Task instructions> In full and without edits, write out the data that follows.

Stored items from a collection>

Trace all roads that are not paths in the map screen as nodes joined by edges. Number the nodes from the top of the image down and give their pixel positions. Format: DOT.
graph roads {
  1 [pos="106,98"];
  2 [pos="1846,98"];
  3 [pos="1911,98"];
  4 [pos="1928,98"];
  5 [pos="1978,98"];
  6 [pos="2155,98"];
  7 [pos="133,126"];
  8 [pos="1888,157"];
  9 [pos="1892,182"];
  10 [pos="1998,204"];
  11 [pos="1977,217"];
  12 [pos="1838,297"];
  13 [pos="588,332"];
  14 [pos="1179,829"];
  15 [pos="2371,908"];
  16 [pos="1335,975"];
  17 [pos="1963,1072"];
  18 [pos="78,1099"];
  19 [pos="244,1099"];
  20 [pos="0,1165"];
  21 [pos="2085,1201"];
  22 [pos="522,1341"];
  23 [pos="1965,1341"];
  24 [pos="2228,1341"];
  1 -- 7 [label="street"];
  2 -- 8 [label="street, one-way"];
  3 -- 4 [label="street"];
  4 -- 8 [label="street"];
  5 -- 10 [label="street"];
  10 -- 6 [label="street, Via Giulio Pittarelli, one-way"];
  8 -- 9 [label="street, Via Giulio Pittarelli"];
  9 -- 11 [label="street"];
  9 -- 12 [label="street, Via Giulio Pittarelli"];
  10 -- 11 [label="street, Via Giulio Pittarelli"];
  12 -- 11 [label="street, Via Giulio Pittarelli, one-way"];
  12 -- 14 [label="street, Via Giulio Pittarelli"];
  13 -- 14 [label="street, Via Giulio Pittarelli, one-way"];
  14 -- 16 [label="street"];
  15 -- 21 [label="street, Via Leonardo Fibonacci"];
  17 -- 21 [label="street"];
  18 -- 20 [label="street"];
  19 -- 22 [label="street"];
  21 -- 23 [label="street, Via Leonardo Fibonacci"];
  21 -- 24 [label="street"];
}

Task response>
Trace all roads that are not paths in the map screen as nodes joined by edges. Number the nodes from the top of the image down and give their pixel positions. Format: DOT.
graph roads {
  1 [pos="106,98"];
  2 [pos="1846,98"];
  3 [pos="1911,98"];
  4 [pos="1928,98"];
  5 [pos="1978,98"];
  6 [pos="2155,98"];
  7 [pos="133,126"];
  8 [pos="1888,157"];
  9 [pos="1892,182"];
  10 [pos="1998,204"];
  11 [pos="1977,217"];
  12 [pos="1838,297"];
  13 [pos="588,332"];
  14 [pos="1179,829"];
  15 [pos="2371,908"];
  16 [pos="1335,975"];
  17 [pos="1963,1072"];
  18 [pos="78,1099"];
  19 [pos="244,1099"];
  20 [pos="0,1165"];
  21 [pos="2085,1201"];
  22 [pos="522,1341"];
  23 [pos="1965,1341"];
  24 [pos="2228,1341"];
  1 -- 7 [label="street"];
  2 -- 8 [label="street, one-way"];
  3 -- 4 [label="street"];
  4 -- 8 [label="street"];
  5 -- 10 [label="street"];
  10 -- 6 [label="street, Via Giulio Pittarelli, one-way"];
  8 -- 9 [label="street, Via Giulio Pittarelli"];
  9 -- 11 [label="street"];
  9 -- 12 [label="street, Via Giulio Pittarelli"];
  10 -- 11 [label="street, Via Giulio Pittarelli"];
  12 -- 11 [label="street, Via Giulio Pittarelli, one-way"];
  12 -- 14 [label="street, Via Giulio Pittarelli"];
  13 -- 14 [label="street, Via Giulio Pittarelli, one-way"];
  14 -- 16 [label="street"];
  15 -- 21 [label="street, Via Leonardo Fibonacci"];
  17 -- 21 [label="street"];
  18 -- 20 [label="street"];
  19 -- 22 [label="street"];
  21 -- 23 [label="street, Via Leonardo Fibonacci"];
  21 -- 24 [label="street"];
}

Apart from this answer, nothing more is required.